The first setup is a Kapitza process with double expander (DE) cycle, in which a second expander was added to the Kapitza cycle to process the flow coming from the compressor post-refrigerator, inspired by the Heylandt solution. The main function of expanders is to produce the cooling effect necessary for gas liquefaction. The possibility of obtaining two flows at different temperature levels may allow a better match between the heat transfer curves in the cold-box. In addition, the use of a second expander may increase the recovery of mechanical work produced by the expansion of the fluid, with obvious benefits with respect to the total energy required by the system. The compression is run through three compressor stages in series, with external inter-refrigeration. The cycle is depicted in Figure 2. After compression and air-cooling, the gas flow 7 is split into two. Flow 8 is sent to Cold Box (CB) where it is cooled down (9) and furtherly split in two: 21 is expanded in T-2 and is then mixed with the gaseous part coming from the separator S. Flow 10 is cooled again in CB (11) and it is subsequently expanded in a Joule-Thompson valve V-1. The two-phase product is then separated at point 18, while the other flow that has been produced by the division of 7, is sent to T-1 to generate an additional cooling effect in the Cold Box. The main criticality of this solution is the second expander: in fact, small-scale cryogenic turbines do not have a developed market and their cost might be extremely high. The presence of a double expander in the cycle potentially increases the cost. In addition, small-scale microturbines are characterized by a high rotational velocity (up to 100 k rpm or even more), thus increasing the risk of failures and reducing the reliability of the system.
If these features were not sufficiently favorable to justify another expander, similar advantages on the heat exchange side by using the introduction into the base system of a simple expansion valve as a secondary element of refrigerant effect generation. The best placement of the valve has been determined by simulating several options and the configuration represented in Figure 3 was selected. Flow 20 is laminated into the V-1 valve inside the two-phase region, generating the two-phase flow 21 that is introduced into ColdBox. The refrigerant effect provided by this evaporation flow should be significant, considering the latent heat of evaporation. Hereafter, it will be referring to this setup as Kapitza process with secondary valve (SV).
It is possible to appreciate that, if J-T is simpler than a cryoturbine, a more complex layout is required by the heat exchanger.
The systems considered up to this point inevitably wasted a certain amount of heat in the multi-stage compressor. Since this waste heat is available at a fairly high temperature (over 150 °C), part of it may be recovered to feed an absorption refrigeration machine. The coolant effect of the chiller may be subsequently aimed at precooling the gas before entering the coldbox or precooling the gas entering the compressors.
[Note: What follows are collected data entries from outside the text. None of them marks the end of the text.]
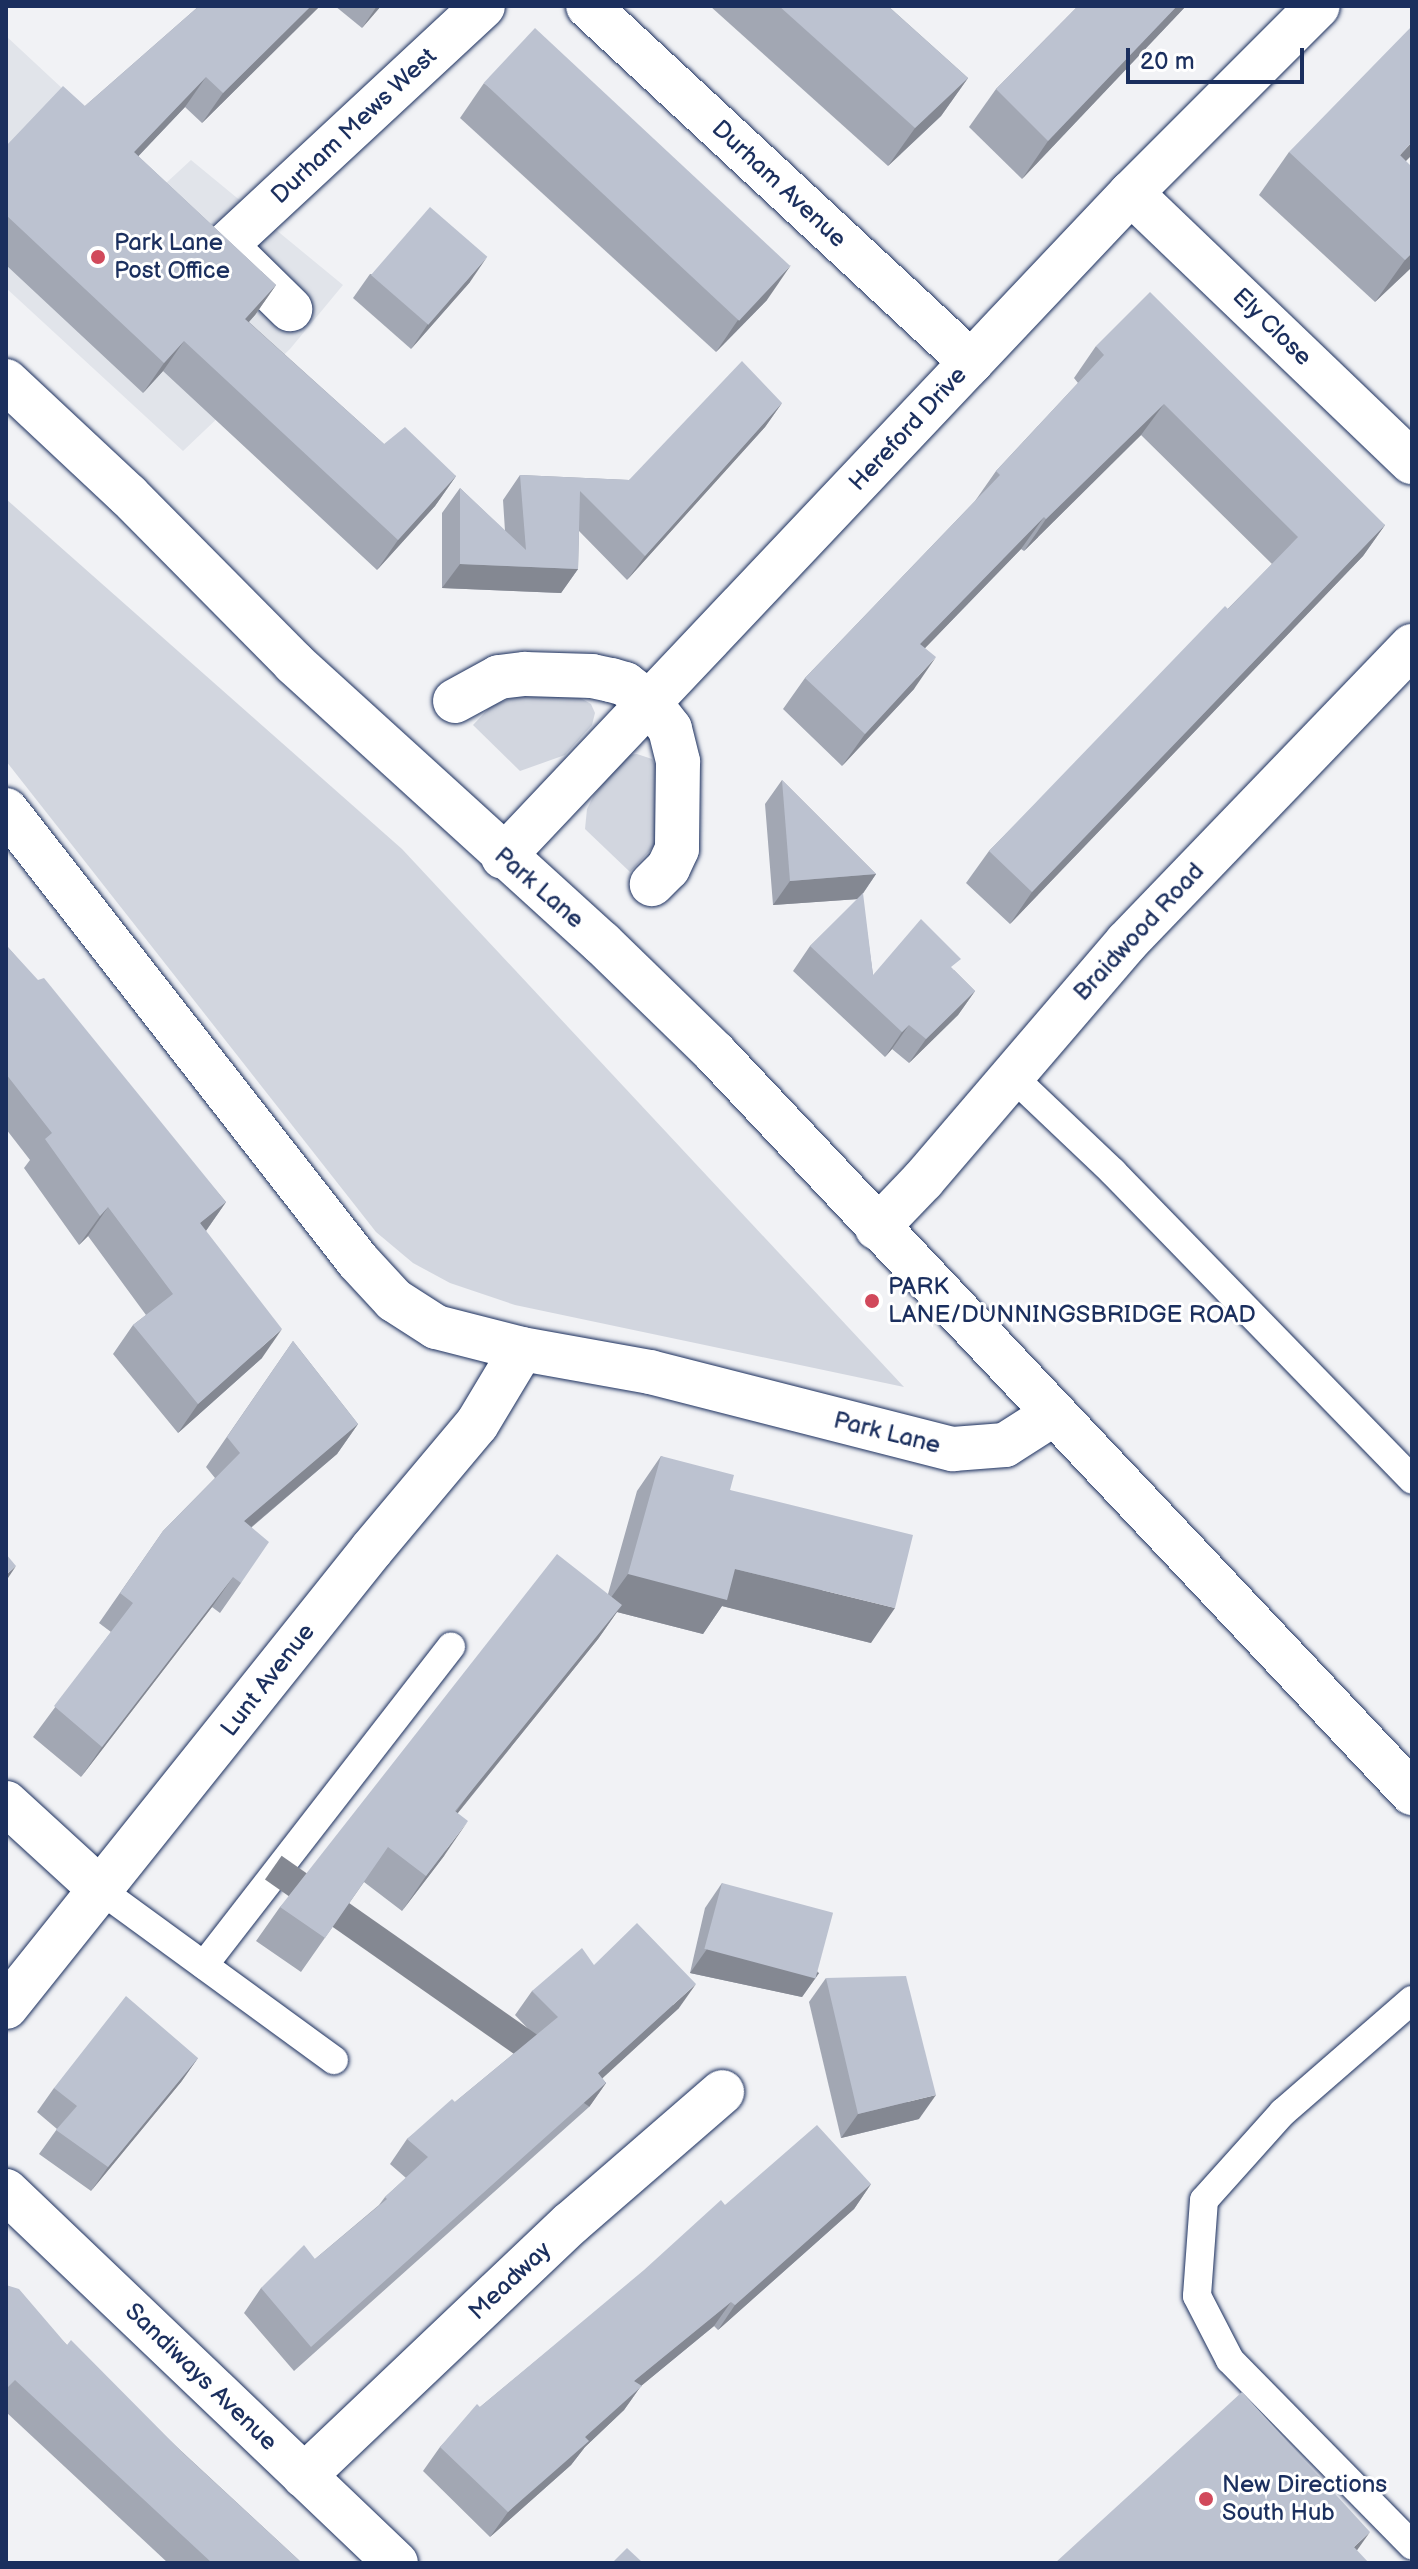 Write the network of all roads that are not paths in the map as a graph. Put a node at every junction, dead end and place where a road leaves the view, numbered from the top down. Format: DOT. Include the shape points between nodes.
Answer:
graph roads {
  1 [pos="483,6"];
  2 [pos="588,6"];
  3 [pos="1318,6"];
  4 [pos="1131,193"];
  5 [pos="290,309"];
  6 [pos="971,362"];
  7 [pos="6,381"];
  8 [pos="1412,462"];
  9 [pos="1412,646"];
  10 [pos="455,701"];
  11 [pos="649,702"];
  12 [pos="6,810"];
  13 [pos="503,857"];
  14 [pos="652,884"];
  15 [pos="1012,1076"];
  16 [pos="877,1228"];
  17 [pos="522,1349"];
  18 [pos="1055,1413"];
  19 [pos="1412,1480"];
  20 [pos="451,1646"];
  21 [pos="1412,1793"];
  22 [pos="6,1803"];
  23 [pos="102,1891"];
  24 [pos="204,1965"];
  25 [pos="1412,2000"];
  26 [pos="6,2007"];
  27 [pos="334,2060"];
  28 [pos="722,2092"];
  29 [pos="6,2191"];
  30 [pos="304,2476"];
  31 [pos="1412,2545"];
  32 [pos="396,2563"];
  1 -- 5 [label="street, Durham Mews West" via="212,232"];
  2 -- 6 [label="street, Durham Avenue"];
  3 -- 4 [label="street, Hereford Drive"];
  4 -- 6 [label="street, Hereford Drive"];
  4 -- 8 [label="street, Ely Close"];
  6 -- 11 [label="street, Hereford Drive"];
  7 -- 13 [label="street, Park Lane" via="294,663"];
  9 -- 15 [label="street, Braidwood Road" via="1127,942"];
  10 -- 11 [label="street" via="499,677 525,674 611,680"];
  11 -- 13 [label="street, Hereford Drive"];
  11 -- 14 [label="street" via="670,729 678,762 677,849"];
  12 -- 17 [label="street, Park Lane" via="358,1261 394,1300 436,1327"];
  13 -- 16 [label="street, Park Lane" via="602,943 715,1053"];
  15 -- 16 [label="street, Braidwood Road"];
  15 -- 19 [label="lane" via="1113,1172"];
  16 -- 18 [label="street, Park Lane"];
  17 -- 18 [label="street, Park Lane" via="650,1372 953,1449 1005,1445"];
  17 -- 23 [label="street, Lunt Avenue" via="477,1424"];
  18 -- 21 [label="street, Park Lane"];
  20 -- 24 [label="lane"];
  22 -- 23 [label="street"];
  23 -- 24 [label="lane"];
  23 -- 26 [label="street, Lunt Avenue"];
  24 -- 27 [label="lane"];
  25 -- 31 [label="lane" via="1283,2112 1204,2200 1197,2296 1230,2360"];
  28 -- 30 [label="street, Meadway" via="571,2223"];
  29 -- 30 [label="street, Sandiways Avenue"];
  30 -- 32 [label="street, Sandiways Avenue"];
}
Absorption chillers differ from compression machines in the type of energy they require as a feeding. If the latter require mechanical energy, a form of valuable energy produced in most cases by electric motors, absorption machines are designed to operate mainly powered by thermal energy. This kind of device may be advantageous if recovery heat is available, which would otherwise be dispersed in the environment. Chilling performance depends on the technology and the fluids coupling used in the process. However, they require a moderate temperature recovered heat.
The conceptual schemes of solutions based on Kapitza cycle and absorption chillers integration are reported in Figure 4, Figure 5 and Figure 6. Chillers were added to the basic cycle, in order not to furtherly complicate the system and to identify more clearly the contribution provided by the introduction of these devices.
A water circuit enables the heat recovery from the compressors: according to Figure 4, the biomethane flows 2, 5, and 8 are sent to a heat exchanger, before being furtherly cooled down by air coolers; this heat exchanger exploits the temperature of compressed gas (over 100 °C) to heat the water flow up to 90 °C. The water flow is, hence, employed in the generator of an absorption chiller to cool biomethane down, thus reducing the energy requested by liquefaction.
Among the different ways that cold water flow could be used, here the analysis focused on the removing of the heat in two points, before the compressor, to reduce the work of compression, and before CB, to reduce the duty requested by the heat exchanger. The analysis has been conducted by increasing complexity. In the first one (AC-1), chillers are useful to decrease the temperature of flux 11, when approaching the Cold box. In AC-2, they are employed in reducing the temperature before the different compressor stages. AC-3 combined the previous solution, with the chilling flow at both the inlet of the CB and the inlet of the compressors. In AC-2 and AC-3 setups, air coolers, and shell and tube heat exchangers are implemented, to furtherly decrease the temperature, by exploiting the cool water produced by the absorption chiller. These steps could be useful to identify the individual effect in reducing the specific power consumption.

2.2. Methodology

The commercial software Aspen HySys has been employed to perform simulations of previously illustrated processes. Peng-Robinson equation of state was considered to evaluate thermodynamic states and fluid properties in the cycle [37].
This study involves the analysis of small-scale systems, with a daily production of liquefied gas ranging between 1 and 10 tons per day; specifically, the upper end of this range is considered, and it corresponds to an LNG flow rate of about 417 kg/h. This value will hence coincide with the make-up flow, to be provided in the process to restore the total flow rate. High methane purity is required for biomethane liquefaction, due to the risk of CO2 freeze-out [11]. Further steps of purification, to reach an adequate grade of purification, are here neglected because they are considered a common starting point for all the different cycles. For this reason, in the simulation, this flux is represented as a pure methane flow.
In Table 1 the process parameters used to perform the simulations are enlisted.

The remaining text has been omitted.